**Supplied material:**
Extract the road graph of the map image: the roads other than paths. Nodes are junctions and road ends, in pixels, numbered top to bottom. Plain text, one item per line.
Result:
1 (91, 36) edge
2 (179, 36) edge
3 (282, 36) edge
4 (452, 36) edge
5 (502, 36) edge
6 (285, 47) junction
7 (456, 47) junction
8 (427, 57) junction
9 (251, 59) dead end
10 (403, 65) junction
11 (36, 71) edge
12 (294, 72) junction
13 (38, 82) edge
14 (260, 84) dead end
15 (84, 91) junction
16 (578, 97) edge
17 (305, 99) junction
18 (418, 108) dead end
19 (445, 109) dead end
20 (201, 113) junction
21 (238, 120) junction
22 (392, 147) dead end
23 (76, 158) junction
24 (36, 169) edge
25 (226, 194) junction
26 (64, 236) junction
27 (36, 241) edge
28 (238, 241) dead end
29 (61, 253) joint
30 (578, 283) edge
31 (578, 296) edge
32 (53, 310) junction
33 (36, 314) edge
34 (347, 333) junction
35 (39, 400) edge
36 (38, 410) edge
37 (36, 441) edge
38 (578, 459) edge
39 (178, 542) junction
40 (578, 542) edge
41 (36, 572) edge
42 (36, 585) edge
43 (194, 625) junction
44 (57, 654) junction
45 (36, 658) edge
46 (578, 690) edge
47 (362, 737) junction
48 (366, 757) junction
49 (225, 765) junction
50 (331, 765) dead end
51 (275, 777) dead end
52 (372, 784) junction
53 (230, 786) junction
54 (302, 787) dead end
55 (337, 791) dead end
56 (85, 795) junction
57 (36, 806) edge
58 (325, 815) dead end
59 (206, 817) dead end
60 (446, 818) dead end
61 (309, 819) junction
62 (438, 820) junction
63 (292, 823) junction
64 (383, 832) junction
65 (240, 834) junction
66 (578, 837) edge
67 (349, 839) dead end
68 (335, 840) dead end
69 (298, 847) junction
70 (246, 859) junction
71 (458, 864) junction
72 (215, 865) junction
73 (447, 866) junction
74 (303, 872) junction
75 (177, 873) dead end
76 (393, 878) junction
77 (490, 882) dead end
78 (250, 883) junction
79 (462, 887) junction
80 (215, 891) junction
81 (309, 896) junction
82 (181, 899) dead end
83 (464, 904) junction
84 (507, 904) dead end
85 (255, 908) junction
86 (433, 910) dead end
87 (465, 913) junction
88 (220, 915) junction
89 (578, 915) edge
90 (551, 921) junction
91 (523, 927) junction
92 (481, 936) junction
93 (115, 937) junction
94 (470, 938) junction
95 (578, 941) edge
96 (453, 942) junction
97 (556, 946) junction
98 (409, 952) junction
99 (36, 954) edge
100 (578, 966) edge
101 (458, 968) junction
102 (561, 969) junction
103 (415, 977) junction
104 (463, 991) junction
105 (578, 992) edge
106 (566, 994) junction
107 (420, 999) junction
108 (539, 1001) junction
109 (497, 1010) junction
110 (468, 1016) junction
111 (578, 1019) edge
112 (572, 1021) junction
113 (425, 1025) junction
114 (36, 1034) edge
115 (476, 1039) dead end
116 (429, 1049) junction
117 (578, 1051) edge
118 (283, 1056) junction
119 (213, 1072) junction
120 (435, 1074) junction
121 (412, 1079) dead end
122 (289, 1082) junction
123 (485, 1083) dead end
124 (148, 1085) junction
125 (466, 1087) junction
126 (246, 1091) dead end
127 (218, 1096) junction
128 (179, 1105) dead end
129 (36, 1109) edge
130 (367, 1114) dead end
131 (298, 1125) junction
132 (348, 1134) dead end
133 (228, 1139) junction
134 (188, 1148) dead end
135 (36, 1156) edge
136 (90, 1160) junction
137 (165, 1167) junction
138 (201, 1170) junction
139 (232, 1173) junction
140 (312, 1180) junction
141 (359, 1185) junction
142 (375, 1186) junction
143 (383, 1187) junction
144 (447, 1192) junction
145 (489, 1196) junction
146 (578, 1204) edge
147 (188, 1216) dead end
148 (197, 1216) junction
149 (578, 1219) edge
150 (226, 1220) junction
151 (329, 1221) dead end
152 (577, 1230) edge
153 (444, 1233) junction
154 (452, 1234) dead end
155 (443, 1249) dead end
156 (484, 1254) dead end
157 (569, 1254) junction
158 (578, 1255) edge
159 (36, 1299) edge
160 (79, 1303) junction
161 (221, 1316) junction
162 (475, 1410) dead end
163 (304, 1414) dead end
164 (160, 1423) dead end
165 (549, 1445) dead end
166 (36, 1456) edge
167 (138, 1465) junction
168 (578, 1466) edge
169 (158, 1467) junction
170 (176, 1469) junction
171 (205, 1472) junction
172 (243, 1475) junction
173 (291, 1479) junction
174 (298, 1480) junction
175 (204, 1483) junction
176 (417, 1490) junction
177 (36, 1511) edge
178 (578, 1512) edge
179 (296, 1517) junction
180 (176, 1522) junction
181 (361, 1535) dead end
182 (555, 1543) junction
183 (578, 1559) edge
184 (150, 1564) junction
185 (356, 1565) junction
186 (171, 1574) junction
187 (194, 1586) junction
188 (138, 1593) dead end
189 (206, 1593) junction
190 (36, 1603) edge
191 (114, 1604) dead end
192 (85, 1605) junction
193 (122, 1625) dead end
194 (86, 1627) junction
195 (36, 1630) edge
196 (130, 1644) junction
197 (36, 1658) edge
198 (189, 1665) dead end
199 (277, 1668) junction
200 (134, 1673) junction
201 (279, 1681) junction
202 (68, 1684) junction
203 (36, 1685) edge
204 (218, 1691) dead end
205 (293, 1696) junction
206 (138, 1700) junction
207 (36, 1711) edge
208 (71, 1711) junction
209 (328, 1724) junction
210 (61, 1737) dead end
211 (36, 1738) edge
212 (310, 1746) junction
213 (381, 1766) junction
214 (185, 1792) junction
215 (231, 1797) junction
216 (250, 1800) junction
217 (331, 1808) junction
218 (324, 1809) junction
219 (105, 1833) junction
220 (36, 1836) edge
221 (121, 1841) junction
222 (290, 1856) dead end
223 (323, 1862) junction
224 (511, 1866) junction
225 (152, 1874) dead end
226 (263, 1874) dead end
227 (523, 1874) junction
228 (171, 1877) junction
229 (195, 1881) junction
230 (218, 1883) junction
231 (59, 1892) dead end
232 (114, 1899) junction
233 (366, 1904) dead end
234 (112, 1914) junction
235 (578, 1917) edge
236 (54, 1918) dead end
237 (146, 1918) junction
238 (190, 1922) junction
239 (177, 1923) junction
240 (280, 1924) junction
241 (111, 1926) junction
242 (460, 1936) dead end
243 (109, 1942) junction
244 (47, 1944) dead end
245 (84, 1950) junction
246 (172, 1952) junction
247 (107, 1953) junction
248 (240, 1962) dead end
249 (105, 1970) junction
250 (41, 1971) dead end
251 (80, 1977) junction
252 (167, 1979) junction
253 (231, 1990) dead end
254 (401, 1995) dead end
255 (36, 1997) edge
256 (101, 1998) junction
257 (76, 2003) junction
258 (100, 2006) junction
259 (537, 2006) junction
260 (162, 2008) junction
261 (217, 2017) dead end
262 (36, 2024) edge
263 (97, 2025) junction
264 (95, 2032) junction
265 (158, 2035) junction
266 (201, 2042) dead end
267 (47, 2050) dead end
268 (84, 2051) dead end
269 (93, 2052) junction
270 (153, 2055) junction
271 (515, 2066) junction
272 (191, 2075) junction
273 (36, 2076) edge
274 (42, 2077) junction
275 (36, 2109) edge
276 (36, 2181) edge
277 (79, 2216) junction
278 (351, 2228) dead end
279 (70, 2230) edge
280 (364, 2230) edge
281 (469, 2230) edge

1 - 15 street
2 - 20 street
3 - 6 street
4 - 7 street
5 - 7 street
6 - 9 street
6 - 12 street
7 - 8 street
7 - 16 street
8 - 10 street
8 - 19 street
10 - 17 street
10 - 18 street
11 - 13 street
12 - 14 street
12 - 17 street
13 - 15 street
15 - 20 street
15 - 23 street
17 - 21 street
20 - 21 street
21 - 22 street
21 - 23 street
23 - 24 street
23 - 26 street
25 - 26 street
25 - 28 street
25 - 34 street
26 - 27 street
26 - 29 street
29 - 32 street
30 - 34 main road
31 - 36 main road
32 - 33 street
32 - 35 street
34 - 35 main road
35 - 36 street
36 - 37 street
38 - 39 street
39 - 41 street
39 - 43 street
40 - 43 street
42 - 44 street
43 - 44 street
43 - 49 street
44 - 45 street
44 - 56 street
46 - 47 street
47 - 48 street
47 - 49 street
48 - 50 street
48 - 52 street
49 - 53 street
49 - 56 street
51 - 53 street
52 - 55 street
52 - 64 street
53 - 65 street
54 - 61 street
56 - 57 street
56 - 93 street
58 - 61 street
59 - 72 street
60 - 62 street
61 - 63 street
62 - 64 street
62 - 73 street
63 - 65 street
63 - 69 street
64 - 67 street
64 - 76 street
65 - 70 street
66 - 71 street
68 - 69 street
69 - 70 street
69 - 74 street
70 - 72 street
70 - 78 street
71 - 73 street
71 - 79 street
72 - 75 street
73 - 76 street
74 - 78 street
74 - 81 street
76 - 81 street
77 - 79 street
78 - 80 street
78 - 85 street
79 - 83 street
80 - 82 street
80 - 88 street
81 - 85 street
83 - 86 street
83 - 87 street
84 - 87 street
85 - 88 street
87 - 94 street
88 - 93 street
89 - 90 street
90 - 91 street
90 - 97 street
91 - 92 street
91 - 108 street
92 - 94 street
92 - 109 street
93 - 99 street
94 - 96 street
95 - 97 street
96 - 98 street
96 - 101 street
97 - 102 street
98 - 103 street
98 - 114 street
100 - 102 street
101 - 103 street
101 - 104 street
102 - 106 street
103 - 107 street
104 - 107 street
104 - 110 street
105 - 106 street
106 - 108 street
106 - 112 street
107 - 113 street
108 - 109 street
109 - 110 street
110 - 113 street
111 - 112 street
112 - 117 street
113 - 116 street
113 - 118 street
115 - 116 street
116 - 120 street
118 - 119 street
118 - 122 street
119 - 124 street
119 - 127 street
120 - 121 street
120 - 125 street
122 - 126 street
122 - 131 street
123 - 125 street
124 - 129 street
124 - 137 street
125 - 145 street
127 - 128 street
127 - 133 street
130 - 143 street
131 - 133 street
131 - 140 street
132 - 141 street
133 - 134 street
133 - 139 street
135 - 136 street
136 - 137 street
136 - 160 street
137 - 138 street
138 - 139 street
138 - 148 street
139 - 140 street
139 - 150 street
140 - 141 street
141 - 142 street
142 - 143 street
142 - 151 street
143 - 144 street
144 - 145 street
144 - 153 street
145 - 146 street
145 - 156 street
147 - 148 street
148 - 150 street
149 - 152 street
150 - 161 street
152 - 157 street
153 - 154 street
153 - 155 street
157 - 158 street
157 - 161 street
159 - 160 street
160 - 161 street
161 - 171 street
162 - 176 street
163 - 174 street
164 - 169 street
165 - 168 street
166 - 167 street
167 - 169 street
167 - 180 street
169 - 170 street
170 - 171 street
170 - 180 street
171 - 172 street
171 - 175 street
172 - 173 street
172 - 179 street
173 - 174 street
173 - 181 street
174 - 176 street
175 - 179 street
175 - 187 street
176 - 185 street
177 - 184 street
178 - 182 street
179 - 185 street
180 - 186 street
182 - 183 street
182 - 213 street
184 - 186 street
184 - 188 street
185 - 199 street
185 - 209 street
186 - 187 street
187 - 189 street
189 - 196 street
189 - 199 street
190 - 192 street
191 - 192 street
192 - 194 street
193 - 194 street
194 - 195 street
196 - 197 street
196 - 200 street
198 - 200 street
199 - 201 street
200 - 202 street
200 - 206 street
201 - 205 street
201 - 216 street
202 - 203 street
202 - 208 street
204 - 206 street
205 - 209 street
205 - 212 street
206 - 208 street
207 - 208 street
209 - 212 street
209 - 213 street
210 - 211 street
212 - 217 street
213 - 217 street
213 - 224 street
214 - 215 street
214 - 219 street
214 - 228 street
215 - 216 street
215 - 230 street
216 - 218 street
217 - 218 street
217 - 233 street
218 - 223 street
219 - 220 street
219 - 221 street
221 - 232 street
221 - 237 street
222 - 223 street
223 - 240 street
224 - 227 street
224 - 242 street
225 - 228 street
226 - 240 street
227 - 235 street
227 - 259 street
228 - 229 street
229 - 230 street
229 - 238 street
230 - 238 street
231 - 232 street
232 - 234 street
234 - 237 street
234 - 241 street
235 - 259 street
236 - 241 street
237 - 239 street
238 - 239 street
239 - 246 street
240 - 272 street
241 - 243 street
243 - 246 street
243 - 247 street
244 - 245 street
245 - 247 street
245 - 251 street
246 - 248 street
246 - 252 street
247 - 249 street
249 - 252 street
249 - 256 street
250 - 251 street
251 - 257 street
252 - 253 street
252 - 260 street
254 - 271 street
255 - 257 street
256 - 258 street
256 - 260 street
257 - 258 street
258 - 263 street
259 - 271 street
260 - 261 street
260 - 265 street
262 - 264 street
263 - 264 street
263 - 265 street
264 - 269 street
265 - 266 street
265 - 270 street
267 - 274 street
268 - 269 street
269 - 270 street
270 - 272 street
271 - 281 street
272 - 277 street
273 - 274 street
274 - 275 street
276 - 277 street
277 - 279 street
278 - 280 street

**Required action:**
Write out every line in the data that holds the string "road".

**Response for this exercise:**
Extract the road graph of the map image: the roads other than paths. Nodes are junctions and road ends, in pixels, numbered top to bottom. Plain text, one item per line.
30 - 34 main road
31 - 36 main road
34 - 35 main road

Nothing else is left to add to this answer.